Failure of Optimisation for Nonlinear Equation Systems

In summary, you can solve a system of nonlinear equations by minimising the function ##f(\vec{X})##. However, you can also minimise the function ##f(\vec{X})## using methods like N-R. The methods you choose may depend on the region of the function where you are working.
  • #1
aphirst
Gold Member
25
5
I wasn't sure into which category I should post this, so feel free to move it into a more appropriate place.

As part of my work I'm solving a system of nonlinear equations, of a usual form:
$$\vec{F}(\vec{X})=\begin{pmatrix}F_1(X_1, X_2, \cdots X_N) \\ F_2(\cdots) \\ \vdots \\ F_N(\cdots)\end{pmatrix}=\vec{0}$$

There's lots of literature about solving systems of nonlinear equations, and lots of discussion about "how Newton-Raphson methods can fail" and "how to counter it", usual methods being to combine the N-R step with a gradient-descent step, obtained by scalarising the function usually something like

$$f(\vec{X}) = ||\vec{F}(\vec{X})||^2$$

However, I'm struggling to find any literature which makes it explicit (either with proofs, or worked examples, in 2D would probably be the most useful) that you can't just minimise ##f(\vec{X})## in the first place, and that it becomes necessary to move to methods like N-R which explicitly handle the dimensionality and simultaneity.

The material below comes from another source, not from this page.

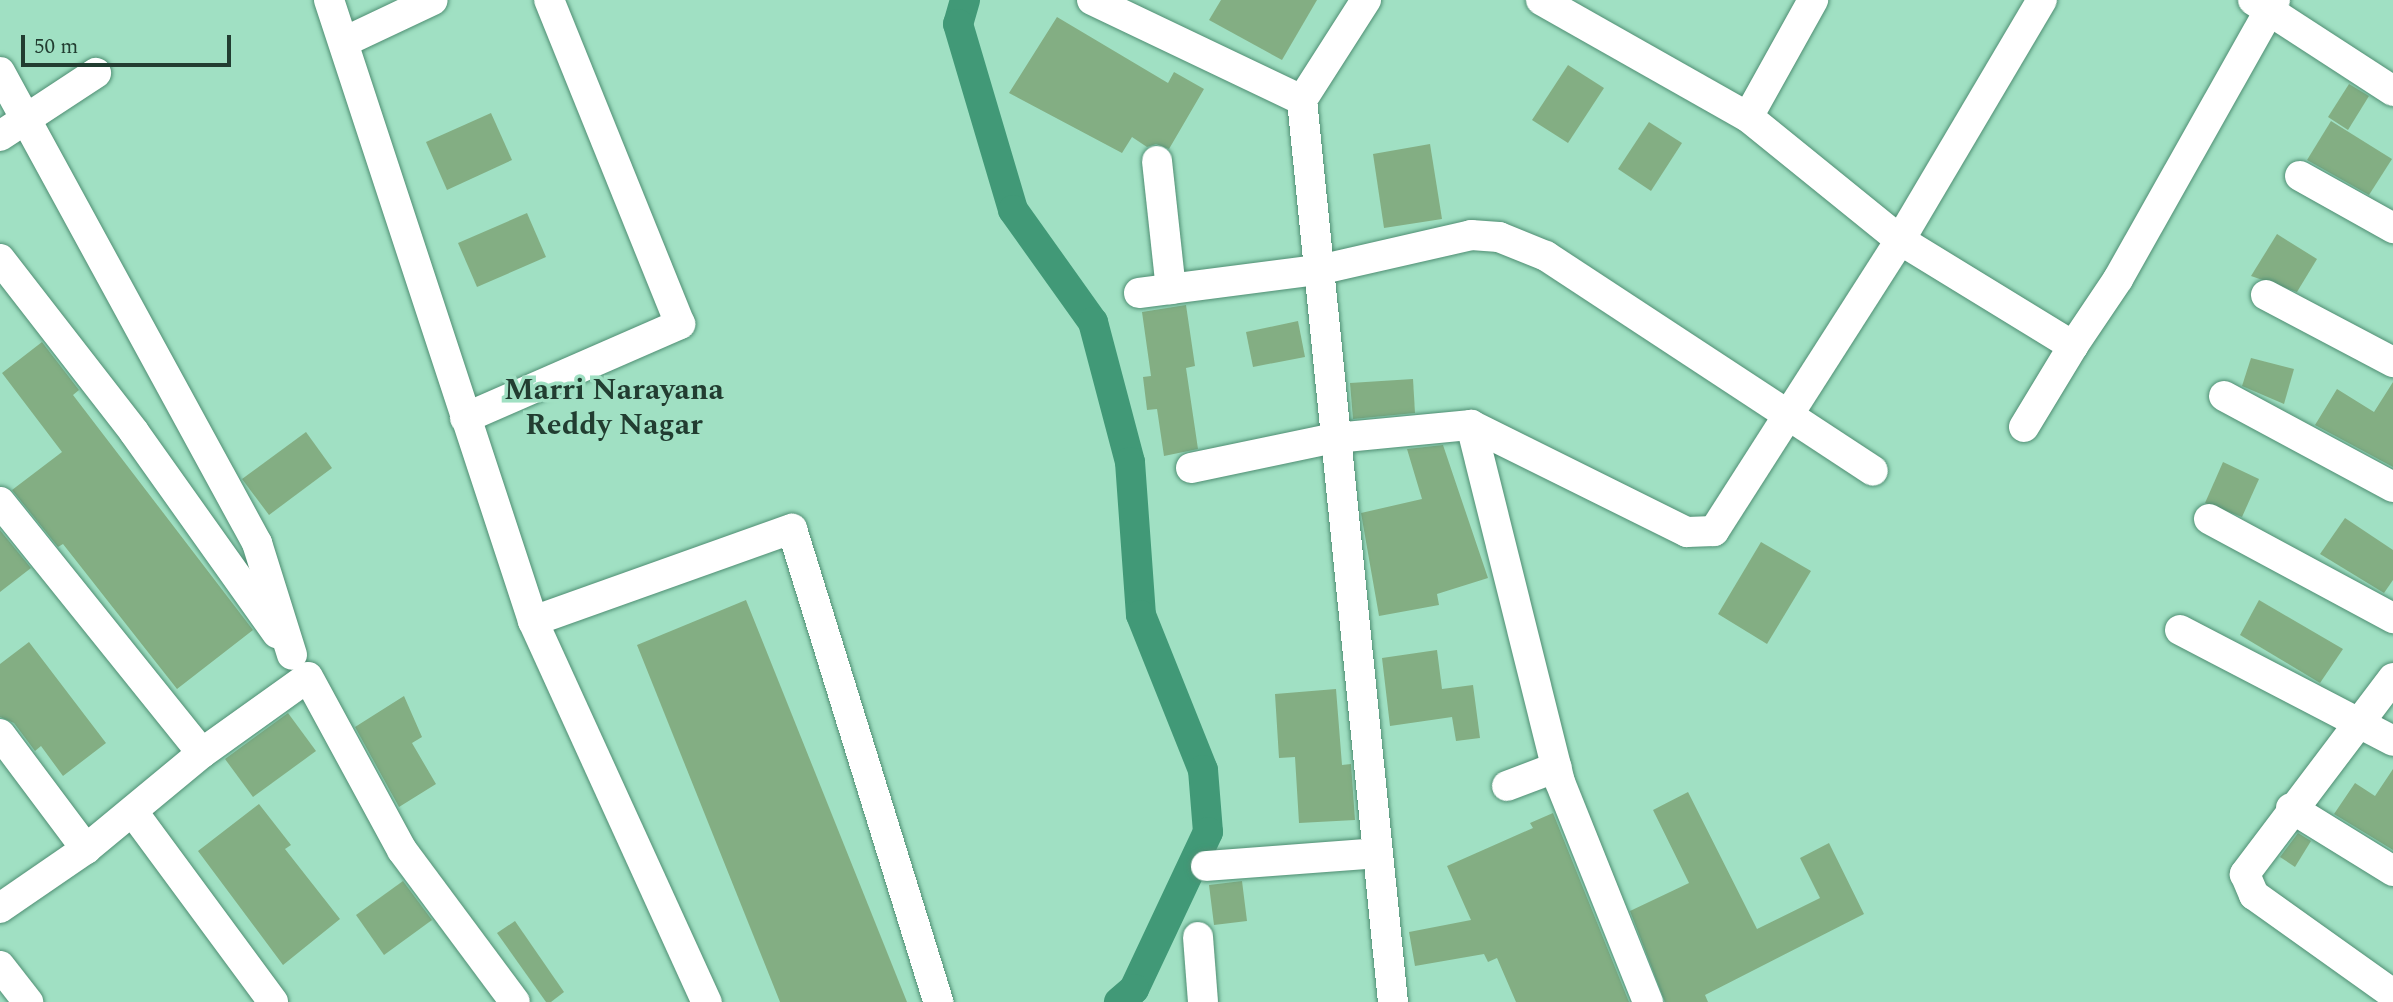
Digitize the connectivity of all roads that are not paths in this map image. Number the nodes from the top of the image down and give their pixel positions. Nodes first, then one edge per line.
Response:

I mean, I know that that doesn't tend to work, and I would usually hand-wave it away by making reference to the extra structure of ##\vec{F}(\vec{X})## which is lost by "flattening" things down.

If I have some free time this week, I intend to construct a pair of explicit functions of 2 variables, which definitely have regions where they cross the F=0 axis, and then some contour plots of both functions along with the L2-norm combination, and then graph some N-R and Grad-Desc directions at some sample x,y values. I hope that doing so might make things more explicit that in some cases the ##f(\vec{X})## approach will lead you astray where the ##\vec{F}(\vec{X})## behaves.

But until then, I'd really appreciate if anyone here happens to know of any relevant literature, that they provide me some citations or links.
 
Last edited:
Technology news on Phys.org
  • #2
This subject is called "quadratic programming" in the general subject of "nonlinear programming". My references are old (Hadley Nonlinear and Dynamic Programming) but I'm sure that the basics have not changed. Google quadratic programming to find references. You should be aware that there is no fool-proof solution to the problem of local minimum. A current research attempt to address the local minimum problem is called convexification. I have had mixed success with it.
My advice is to use existing quadratic programming tools like those available in MATLAB or R and do several optimizations from different starting points. That may give you several local minimums. Hopefully one of those is the global minimum.
 
  • Like
Likes aphirst
  • #3
I am of course using existing tools for solving my actual problems, my question was more to ensure that I have a thorough understanding of what I'm doing and why I'm using the tools I am, and why they do what they do, along with the ability to provide comprehensive arguments and citations.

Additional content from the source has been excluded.